Comparative Example 3 An antiaging agent 4,4′-thiobis (3-methyl-6-t-) was added to 100 parts by weight of an ethylene-propylene copolymer (melt flow rate = 5.0 g / 10 minutes). Butylphenol) and 0.08 parts by weight of an organic peroxide 2,5-dimethyl-2,5-di (butylperoxy) -hexyne-3 were mixed and kneaded. Heated at 120 ° C.

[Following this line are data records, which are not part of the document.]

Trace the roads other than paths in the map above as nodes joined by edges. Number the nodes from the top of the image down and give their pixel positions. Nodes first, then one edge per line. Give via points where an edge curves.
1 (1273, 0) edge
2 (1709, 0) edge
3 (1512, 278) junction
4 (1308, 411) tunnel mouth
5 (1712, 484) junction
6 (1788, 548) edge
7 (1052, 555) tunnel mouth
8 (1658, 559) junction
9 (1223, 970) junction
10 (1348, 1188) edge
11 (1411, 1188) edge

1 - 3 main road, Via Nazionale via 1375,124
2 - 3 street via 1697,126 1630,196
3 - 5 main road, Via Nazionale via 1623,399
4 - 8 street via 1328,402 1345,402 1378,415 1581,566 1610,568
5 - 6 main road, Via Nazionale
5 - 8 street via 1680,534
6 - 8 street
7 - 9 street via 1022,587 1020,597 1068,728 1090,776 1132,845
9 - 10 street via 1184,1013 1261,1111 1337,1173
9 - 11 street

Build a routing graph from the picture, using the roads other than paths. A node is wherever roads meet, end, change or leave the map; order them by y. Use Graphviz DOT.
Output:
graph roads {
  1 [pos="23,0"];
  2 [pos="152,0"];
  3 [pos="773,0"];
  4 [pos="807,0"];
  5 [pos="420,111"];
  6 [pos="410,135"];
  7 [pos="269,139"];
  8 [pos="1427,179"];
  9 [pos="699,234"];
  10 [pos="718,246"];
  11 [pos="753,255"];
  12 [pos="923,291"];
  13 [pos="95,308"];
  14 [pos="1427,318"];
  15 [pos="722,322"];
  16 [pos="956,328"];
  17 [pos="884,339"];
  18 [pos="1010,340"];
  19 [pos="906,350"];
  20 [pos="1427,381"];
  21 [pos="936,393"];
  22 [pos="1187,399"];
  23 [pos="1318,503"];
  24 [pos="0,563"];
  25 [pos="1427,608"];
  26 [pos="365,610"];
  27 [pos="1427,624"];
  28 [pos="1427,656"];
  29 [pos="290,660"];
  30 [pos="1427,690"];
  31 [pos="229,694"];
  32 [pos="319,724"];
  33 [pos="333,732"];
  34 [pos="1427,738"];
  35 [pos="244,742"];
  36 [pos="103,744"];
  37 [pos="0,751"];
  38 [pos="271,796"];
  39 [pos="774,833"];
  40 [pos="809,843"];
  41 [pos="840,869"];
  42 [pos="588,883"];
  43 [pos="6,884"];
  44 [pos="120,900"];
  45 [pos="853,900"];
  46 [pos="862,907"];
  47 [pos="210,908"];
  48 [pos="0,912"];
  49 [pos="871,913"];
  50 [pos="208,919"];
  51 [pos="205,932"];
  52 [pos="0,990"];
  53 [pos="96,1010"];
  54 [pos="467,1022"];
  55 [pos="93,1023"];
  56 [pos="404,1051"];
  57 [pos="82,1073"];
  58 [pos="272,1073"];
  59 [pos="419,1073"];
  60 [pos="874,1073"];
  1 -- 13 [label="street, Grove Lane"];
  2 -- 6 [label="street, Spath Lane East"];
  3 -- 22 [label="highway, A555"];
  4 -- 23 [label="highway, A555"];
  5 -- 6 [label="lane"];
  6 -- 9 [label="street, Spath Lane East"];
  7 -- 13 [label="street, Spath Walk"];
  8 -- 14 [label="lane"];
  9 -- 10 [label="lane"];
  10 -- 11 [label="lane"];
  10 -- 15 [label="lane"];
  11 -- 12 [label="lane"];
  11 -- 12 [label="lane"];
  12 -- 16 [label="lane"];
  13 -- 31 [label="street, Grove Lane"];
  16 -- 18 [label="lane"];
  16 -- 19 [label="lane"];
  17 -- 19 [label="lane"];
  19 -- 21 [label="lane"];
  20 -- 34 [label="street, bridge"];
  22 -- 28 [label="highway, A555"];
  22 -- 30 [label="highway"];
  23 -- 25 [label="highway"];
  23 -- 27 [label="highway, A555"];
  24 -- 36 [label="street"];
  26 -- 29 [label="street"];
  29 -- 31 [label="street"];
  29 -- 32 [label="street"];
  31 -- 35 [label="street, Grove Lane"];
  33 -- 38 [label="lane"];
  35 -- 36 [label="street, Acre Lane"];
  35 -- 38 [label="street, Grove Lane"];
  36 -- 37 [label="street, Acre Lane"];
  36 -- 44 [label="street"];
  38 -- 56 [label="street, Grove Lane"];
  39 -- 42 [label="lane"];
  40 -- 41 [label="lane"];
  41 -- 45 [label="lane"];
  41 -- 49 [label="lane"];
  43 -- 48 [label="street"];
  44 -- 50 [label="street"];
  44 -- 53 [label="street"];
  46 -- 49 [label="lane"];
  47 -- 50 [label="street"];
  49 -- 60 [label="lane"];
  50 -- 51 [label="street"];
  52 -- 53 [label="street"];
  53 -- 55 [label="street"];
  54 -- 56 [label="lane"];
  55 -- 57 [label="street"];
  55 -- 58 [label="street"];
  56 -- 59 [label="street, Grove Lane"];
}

The compositions obtained in Examples 1 to 3 and Comparative Examples 1 to 3 were evaluated for deterioration resistance and gel fraction. Table 1 shows the results. The evaluation method is as follows. (Deterioration Resistance) Deterioration resistance was evaluated by heating at 170 ° C. and heating time when the residual elongation percentage of the composition became 50%. The elongation is based on JIS C3
005. (Gel fraction) The gel fraction was measured according to ASTM D2765.

[0022]

[Table 1]

[0023]

The non-crosslinked resin composition for a cable according to the present invention comprises 0.1 to 5.0 parts by weight of a hindered phenolic antioxidant and 0.1 part by weight of an organic peroxide based on 100 parts by weight of a polyolefin resin. ~ 1.0 parts by weight, 14
A composition heated at 0 to 300 ° C. and having a gel fraction of 25% or less after heating can provide a composition having excellent resistance to deterioration.

Claims (1)

[Claims] 1. A blend of 0.1 to 5.0 parts by weight of a hindered phenolic antioxidant and 0.1 to 1.0 parts by weight of an organic peroxide with respect to 100 parts by weight of a polyolefin resin. A composition heated at ~ 300 ° C,
A non-crosslinked resin composition for a cable, wherein the gel fraction after heating is 25% or less.